Stored items
______________________________
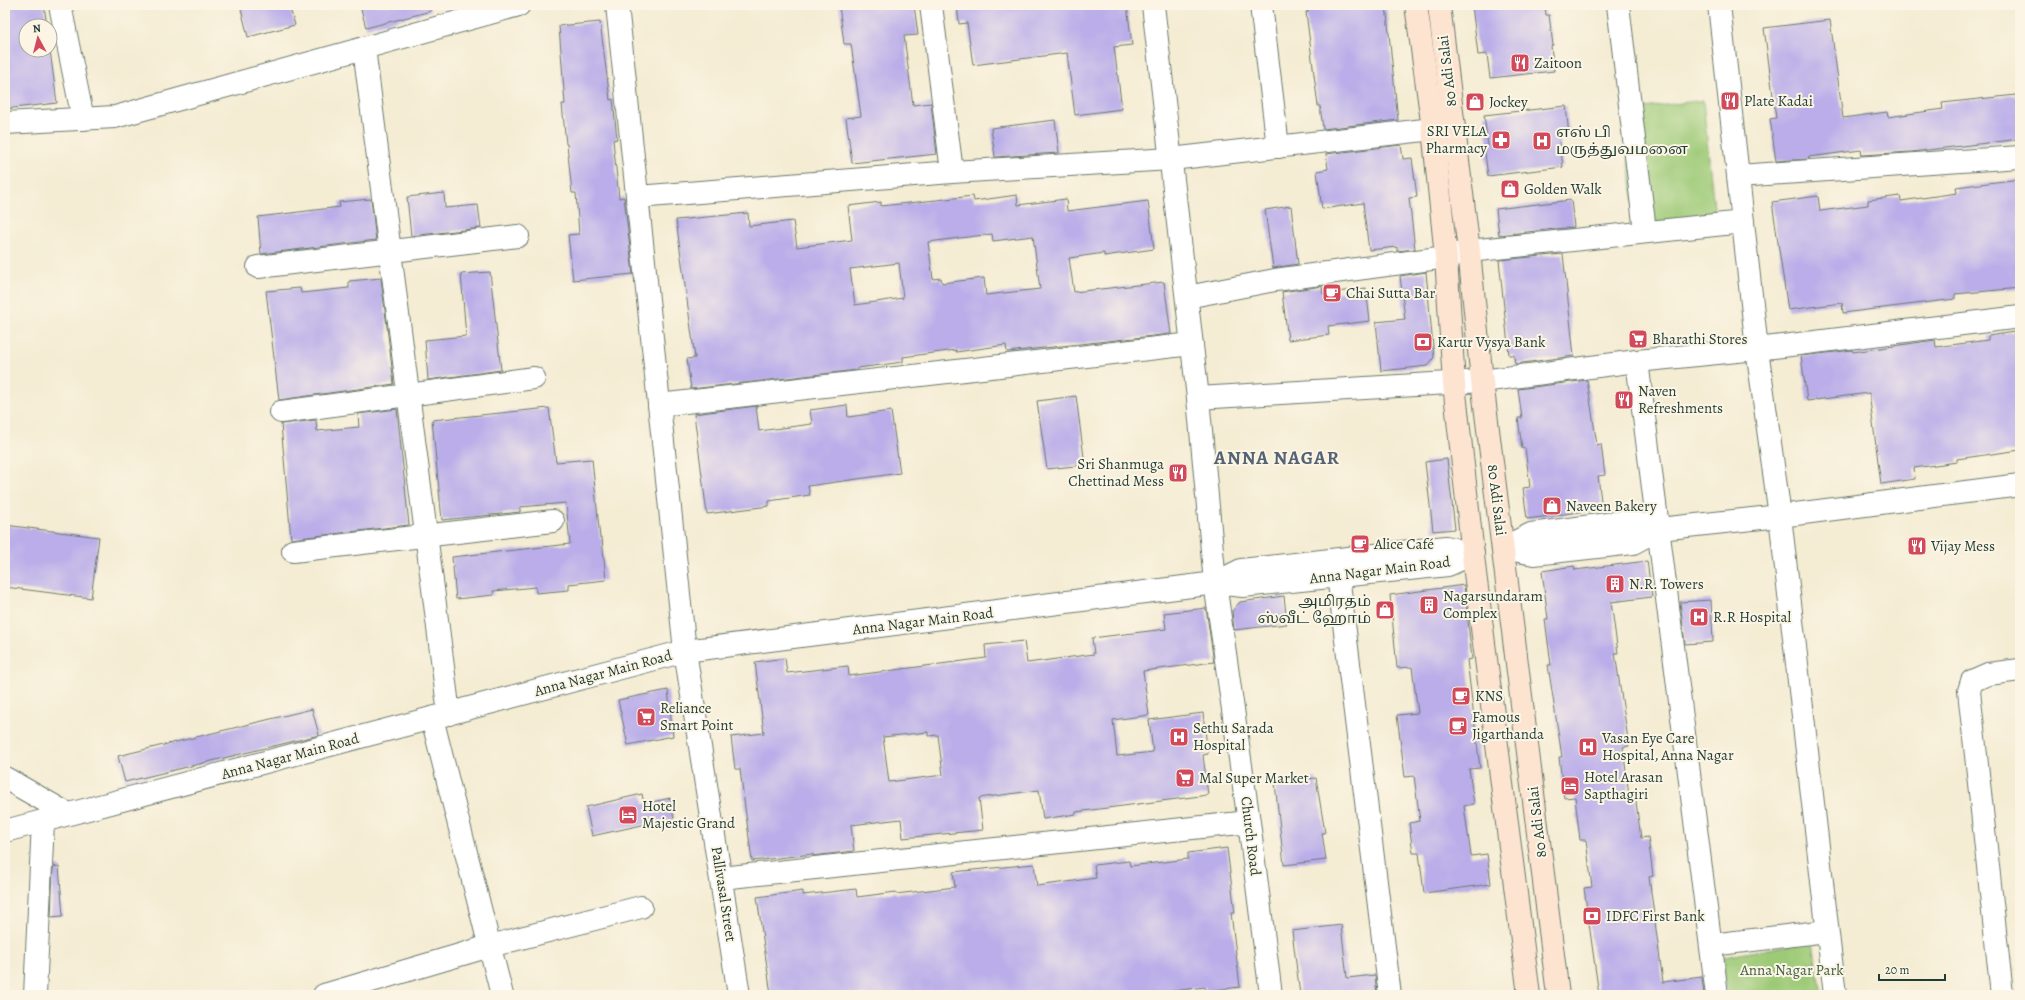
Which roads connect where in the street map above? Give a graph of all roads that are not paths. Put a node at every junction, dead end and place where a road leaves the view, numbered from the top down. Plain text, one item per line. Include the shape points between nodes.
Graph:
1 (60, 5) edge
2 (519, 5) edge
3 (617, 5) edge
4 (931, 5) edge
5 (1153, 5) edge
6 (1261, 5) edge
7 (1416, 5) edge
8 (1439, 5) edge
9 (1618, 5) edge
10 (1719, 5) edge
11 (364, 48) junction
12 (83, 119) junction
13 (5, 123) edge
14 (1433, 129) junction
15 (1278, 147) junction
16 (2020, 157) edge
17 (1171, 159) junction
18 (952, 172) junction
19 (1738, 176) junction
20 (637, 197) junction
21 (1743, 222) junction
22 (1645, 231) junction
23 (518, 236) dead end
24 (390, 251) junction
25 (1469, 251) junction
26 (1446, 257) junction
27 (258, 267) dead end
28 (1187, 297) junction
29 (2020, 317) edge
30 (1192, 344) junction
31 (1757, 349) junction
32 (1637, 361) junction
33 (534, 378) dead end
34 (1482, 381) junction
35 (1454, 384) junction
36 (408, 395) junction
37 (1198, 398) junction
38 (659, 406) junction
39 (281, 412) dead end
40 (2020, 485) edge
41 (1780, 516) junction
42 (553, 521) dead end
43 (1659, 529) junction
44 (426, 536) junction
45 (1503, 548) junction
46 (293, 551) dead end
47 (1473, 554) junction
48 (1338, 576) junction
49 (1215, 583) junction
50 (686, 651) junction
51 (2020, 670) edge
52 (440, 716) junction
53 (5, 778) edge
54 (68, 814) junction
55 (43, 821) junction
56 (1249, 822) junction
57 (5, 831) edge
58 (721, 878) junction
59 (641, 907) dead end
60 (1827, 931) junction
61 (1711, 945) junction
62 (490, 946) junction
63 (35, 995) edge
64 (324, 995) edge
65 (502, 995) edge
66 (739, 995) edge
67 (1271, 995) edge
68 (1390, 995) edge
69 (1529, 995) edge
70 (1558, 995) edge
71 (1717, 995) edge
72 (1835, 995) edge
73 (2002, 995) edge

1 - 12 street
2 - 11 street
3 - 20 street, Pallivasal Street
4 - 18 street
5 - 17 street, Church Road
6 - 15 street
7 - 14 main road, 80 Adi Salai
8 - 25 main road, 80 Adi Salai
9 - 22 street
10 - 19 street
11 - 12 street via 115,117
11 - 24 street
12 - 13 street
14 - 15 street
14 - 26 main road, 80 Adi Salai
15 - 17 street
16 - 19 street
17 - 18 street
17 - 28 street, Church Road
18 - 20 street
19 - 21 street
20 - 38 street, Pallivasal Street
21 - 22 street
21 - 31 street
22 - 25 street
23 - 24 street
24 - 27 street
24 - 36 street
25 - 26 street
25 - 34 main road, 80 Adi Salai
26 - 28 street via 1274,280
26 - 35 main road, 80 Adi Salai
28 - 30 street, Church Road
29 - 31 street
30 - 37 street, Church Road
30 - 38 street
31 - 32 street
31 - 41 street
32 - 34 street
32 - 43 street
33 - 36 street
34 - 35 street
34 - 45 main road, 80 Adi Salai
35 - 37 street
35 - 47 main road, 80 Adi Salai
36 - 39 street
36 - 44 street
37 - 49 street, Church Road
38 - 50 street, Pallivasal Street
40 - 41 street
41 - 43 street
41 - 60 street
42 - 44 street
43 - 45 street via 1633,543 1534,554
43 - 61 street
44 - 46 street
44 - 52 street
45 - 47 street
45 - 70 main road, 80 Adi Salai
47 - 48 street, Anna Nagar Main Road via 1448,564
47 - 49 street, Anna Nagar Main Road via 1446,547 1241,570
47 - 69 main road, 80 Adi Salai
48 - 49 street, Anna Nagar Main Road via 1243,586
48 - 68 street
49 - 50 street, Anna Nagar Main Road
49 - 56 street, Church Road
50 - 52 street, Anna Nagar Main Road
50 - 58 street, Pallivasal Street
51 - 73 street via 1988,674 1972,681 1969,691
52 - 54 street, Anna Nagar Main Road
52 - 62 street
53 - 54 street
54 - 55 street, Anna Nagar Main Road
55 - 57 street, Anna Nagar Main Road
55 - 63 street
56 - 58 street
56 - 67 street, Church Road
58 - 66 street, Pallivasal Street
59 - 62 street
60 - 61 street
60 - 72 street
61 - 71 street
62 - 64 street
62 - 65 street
______________________________
Output all of the entries once more, word for word, with the images removed.

Which roads connect where in the street map above? Give a graph of all roads that are not paths. Put a node at every junction, dead end and place where a road leaves the view, numbered from the top down. Plain text, one item per line. Include the shape points between nodes.
Graph:
1 (60, 5) edge
2 (519, 5) edge
3 (617, 5) edge
4 (931, 5) edge
5 (1153, 5) edge
6 (1261, 5) edge
7 (1416, 5) edge
8 (1439, 5) edge
9 (1618, 5) edge
10 (1719, 5) edge
11 (364, 48) junction
12 (83, 119) junction
13 (5, 123) edge
14 (1433, 129) junction
15 (1278, 147) junction
16 (2020, 157) edge
17 (1171, 159) junction
18 (952, 172) junction
19 (1738, 176) junction
20 (637, 197) junction
21 (1743, 222) junction
22 (1645, 231) junction
23 (518, 236) dead end
24 (390, 251) junction
25 (1469, 251) junction
26 (1446, 257) junction
27 (258, 267) dead end
28 (1187, 297) junction
29 (2020, 317) edge
30 (1192, 344) junction
31 (1757, 349) junction
32 (1637, 361) junction
33 (534, 378) dead end
34 (1482, 381) junction
35 (1454, 384) junction
36 (408, 395) junction
37 (1198, 398) junction
38 (659, 406) junction
39 (281, 412) dead end
40 (2020, 485) edge
41 (1780, 516) junction
42 (553, 521) dead end
43 (1659, 529) junction
44 (426, 536) junction
45 (1503, 548) junction
46 (293, 551) dead end
47 (1473, 554) junction
48 (1338, 576) junction
49 (1215, 583) junction
50 (686, 651) junction
51 (2020, 670) edge
52 (440, 716) junction
53 (5, 778) edge
54 (68, 814) junction
55 (43, 821) junction
56 (1249, 822) junction
57 (5, 831) edge
58 (721, 878) junction
59 (641, 907) dead end
60 (1827, 931) junction
61 (1711, 945) junction
62 (490, 946) junction
63 (35, 995) edge
64 (324, 995) edge
65 (502, 995) edge
66 (739, 995) edge
67 (1271, 995) edge
68 (1390, 995) edge
69 (1529, 995) edge
70 (1558, 995) edge
71 (1717, 995) edge
72 (1835, 995) edge
73 (2002, 995) edge

1 - 12 street
2 - 11 street
3 - 20 street, Pallivasal Street
4 - 18 street
5 - 17 street, Church Road
6 - 15 street
7 - 14 main road, 80 Adi Salai
8 - 25 main road, 80 Adi Salai
9 - 22 street
10 - 19 street
11 - 12 street via 115,117
11 - 24 street
12 - 13 street
14 - 15 street
14 - 26 main road, 80 Adi Salai
15 - 17 street
16 - 19 street
17 - 18 street
17 - 28 street, Church Road
18 - 20 street
19 - 21 street
20 - 38 street, Pallivasal Street
21 - 22 street
21 - 31 street
22 - 25 street
23 - 24 street
24 - 27 street
24 - 36 street
25 - 26 street
25 - 34 main road, 80 Adi Salai
26 - 28 street via 1274,280
26 - 35 main road, 80 Adi Salai
28 - 30 street, Church Road
29 - 31 street
30 - 37 street, Church Road
30 - 38 street
31 - 32 street
31 - 41 street
32 - 34 street
32 - 43 street
33 - 36 street
34 - 35 street
34 - 45 main road, 80 Adi Salai
35 - 37 street
35 - 47 main road, 80 Adi Salai
36 - 39 street
36 - 44 street
37 - 49 street, Church Road
38 - 50 street, Pallivasal Street
40 - 41 street
41 - 43 street
41 - 60 street
42 - 44 street
43 - 45 street via 1633,543 1534,554
43 - 61 street
44 - 46 street
44 - 52 street
45 - 47 street
45 - 70 main road, 80 Adi Salai
47 - 48 street, Anna Nagar Main Road via 1448,564
47 - 49 street, Anna Nagar Main Road via 1446,547 1241,570
47 - 69 main road, 80 Adi Salai
48 - 49 street, Anna Nagar Main Road via 1243,586
48 - 68 street
49 - 50 street, Anna Nagar Main Road
49 - 56 street, Church Road
50 - 52 street, Anna Nagar Main Road
50 - 58 street, Pallivasal Street
51 - 73 street via 1988,674 1972,681 1969,691
52 - 54 street, Anna Nagar Main Road
52 - 62 street
53 - 54 street
54 - 55 street, Anna Nagar Main Road
55 - 57 street, Anna Nagar Main Road
55 - 63 street
56 - 58 street
56 - 67 street, Church Road
58 - 66 street, Pallivasal Street
59 - 62 street
60 - 61 street
60 - 72 street
61 - 71 street
62 - 64 street
62 - 65 street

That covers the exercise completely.